WHAT IS REQUIRED →
The lines you need are those holding the word "name"; pull them from the material.

● ● ● ● ●

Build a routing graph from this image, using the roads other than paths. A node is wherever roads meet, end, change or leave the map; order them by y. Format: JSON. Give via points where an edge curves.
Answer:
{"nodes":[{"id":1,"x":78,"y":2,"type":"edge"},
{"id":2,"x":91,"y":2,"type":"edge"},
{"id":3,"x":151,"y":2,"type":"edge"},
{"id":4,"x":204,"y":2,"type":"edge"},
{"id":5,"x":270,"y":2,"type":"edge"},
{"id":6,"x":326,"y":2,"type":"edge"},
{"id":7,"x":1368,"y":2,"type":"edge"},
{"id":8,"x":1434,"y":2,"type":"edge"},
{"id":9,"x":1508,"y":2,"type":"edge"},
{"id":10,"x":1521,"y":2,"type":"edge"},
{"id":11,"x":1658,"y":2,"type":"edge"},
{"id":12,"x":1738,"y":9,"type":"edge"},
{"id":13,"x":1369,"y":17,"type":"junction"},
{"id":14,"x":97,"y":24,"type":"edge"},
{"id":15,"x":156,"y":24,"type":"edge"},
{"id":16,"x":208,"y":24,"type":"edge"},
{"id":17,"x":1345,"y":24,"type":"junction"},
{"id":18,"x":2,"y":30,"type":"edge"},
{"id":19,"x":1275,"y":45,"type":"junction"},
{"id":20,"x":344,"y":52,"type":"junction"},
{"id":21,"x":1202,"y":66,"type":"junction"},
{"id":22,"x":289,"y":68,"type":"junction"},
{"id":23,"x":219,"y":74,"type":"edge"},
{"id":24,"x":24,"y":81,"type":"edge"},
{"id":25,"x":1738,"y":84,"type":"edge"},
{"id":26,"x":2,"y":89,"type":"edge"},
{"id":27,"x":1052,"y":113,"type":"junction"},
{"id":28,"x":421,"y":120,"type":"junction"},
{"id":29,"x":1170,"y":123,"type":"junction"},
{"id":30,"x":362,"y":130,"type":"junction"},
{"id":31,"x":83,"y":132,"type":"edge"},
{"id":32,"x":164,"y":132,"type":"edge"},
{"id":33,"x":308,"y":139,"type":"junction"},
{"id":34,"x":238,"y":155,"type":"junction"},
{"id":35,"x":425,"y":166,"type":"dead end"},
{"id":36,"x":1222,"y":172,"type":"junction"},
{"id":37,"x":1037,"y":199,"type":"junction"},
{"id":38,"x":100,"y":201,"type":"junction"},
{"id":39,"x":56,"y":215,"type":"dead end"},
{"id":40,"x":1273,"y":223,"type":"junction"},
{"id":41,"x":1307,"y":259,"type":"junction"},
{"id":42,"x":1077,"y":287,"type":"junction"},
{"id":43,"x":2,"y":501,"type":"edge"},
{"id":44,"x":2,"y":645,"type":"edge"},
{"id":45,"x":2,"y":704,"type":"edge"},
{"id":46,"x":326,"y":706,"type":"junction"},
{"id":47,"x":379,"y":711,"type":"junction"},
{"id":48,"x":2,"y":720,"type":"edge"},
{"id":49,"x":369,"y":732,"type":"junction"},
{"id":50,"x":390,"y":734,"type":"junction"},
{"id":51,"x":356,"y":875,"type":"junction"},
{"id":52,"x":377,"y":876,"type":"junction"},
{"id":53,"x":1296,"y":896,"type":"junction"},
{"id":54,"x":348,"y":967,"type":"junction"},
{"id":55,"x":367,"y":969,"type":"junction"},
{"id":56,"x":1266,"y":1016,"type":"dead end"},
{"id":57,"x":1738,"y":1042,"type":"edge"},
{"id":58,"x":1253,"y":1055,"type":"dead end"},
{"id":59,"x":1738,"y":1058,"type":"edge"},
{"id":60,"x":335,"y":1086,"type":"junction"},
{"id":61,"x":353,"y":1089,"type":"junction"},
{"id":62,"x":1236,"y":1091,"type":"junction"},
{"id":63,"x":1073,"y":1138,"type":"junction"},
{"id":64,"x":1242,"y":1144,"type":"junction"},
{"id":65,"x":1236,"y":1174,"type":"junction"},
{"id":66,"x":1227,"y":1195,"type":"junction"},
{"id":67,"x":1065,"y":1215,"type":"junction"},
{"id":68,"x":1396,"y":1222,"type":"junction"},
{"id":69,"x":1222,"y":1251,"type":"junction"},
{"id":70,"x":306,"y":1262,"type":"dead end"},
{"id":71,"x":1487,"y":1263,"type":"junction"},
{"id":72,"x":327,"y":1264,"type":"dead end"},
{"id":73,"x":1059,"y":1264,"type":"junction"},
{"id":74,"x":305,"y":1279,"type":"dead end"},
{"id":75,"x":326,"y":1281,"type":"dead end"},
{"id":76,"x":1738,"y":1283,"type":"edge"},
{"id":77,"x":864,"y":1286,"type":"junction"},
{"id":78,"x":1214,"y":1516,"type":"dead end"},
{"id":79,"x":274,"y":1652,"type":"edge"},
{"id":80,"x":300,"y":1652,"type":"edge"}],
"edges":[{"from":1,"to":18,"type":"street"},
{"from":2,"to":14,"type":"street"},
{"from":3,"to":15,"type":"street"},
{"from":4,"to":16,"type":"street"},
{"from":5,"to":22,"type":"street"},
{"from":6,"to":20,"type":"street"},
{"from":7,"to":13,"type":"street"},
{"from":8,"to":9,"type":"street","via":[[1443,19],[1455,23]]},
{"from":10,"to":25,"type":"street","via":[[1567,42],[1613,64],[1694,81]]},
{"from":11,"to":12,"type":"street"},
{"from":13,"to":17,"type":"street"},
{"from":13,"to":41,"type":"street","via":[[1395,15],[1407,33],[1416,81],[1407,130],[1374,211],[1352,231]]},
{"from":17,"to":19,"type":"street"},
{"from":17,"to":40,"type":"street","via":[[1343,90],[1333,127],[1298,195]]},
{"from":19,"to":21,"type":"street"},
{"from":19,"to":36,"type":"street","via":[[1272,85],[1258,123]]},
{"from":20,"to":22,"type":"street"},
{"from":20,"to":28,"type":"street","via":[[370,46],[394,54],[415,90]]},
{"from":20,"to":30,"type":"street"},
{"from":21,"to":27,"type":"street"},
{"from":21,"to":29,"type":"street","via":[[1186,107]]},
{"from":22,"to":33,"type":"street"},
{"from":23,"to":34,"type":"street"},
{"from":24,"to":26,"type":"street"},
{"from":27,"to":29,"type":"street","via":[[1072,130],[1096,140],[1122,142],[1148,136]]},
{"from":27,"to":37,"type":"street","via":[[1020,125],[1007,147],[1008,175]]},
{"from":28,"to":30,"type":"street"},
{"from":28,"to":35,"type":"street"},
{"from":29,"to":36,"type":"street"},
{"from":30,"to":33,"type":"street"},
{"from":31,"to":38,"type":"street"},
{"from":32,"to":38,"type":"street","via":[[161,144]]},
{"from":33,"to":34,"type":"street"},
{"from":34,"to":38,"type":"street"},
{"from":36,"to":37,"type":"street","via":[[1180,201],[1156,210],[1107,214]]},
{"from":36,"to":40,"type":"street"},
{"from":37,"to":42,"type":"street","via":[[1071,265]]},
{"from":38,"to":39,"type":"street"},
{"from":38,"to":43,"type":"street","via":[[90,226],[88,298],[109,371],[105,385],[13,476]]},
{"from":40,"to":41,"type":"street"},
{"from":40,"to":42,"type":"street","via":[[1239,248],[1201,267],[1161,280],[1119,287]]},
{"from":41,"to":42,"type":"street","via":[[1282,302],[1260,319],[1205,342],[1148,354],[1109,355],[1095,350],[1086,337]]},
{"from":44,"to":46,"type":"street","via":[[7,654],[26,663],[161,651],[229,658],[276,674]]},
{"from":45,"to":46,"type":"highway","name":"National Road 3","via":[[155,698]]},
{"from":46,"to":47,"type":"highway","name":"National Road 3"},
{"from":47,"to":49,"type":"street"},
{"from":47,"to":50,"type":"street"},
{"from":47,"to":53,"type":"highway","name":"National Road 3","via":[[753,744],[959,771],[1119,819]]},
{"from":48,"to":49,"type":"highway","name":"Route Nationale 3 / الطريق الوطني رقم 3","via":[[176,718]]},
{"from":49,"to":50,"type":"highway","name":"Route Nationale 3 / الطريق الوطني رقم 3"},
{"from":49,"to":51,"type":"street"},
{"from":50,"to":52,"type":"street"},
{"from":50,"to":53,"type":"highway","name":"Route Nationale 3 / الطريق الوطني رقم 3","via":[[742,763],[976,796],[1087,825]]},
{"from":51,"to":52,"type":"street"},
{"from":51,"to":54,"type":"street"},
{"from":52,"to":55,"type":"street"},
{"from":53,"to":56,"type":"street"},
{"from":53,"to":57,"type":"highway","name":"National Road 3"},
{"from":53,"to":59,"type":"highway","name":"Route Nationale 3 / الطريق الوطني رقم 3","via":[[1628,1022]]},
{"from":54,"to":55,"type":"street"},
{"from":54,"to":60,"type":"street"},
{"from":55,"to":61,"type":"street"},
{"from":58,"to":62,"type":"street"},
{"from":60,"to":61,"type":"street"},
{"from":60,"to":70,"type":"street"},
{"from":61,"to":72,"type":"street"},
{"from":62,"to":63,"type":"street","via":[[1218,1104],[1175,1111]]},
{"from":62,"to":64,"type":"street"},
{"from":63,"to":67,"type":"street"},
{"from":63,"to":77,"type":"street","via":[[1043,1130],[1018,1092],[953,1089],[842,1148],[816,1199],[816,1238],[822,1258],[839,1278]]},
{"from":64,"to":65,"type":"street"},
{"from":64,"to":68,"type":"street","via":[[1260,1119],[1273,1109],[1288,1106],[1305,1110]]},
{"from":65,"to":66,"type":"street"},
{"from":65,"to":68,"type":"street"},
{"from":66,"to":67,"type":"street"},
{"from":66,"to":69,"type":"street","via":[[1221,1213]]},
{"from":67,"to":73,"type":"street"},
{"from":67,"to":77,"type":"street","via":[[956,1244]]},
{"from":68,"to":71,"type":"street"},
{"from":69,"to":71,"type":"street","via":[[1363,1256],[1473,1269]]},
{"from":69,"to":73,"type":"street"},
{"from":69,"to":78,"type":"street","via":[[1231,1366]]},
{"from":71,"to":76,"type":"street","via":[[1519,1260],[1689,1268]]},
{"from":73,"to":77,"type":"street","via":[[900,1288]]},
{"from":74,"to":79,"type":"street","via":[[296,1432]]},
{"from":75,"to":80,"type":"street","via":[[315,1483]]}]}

● ● ● ● ●

TASK OUTPUT →
{"from":45,"to":46,"type":"highway","name":"National Road 3","via":[[155,698]]},
{"from":46,"to":47,"type":"highway","name":"National Road 3"},
{"from":47,"to":53,"type":"highway","name":"National Road 3","via":[[753,744],[959,771],[1119,819]]},
{"from":48,"to":49,"type":"highway","name":"Route Nationale 3 / الطريق الوطني رقم 3","via":[[176,718]]},
{"from":49,"to":50,"type":"highway","name":"Route Nationale 3 / الطريق الوطني رقم 3"},
{"from":50,"to":53,"type":"highway","name":"Route Nationale 3 / الطريق الوطني رقم 3","via":[[742,763],[976,796],[1087,825]]},
{"from":53,"to":57,"type":"highway","name":"National Road 3"},
{"from":53,"to":59,"type":"highway","name":"Route Nationale 3 / الطريق الوطني رقم 3","via":[[1628,1022]]},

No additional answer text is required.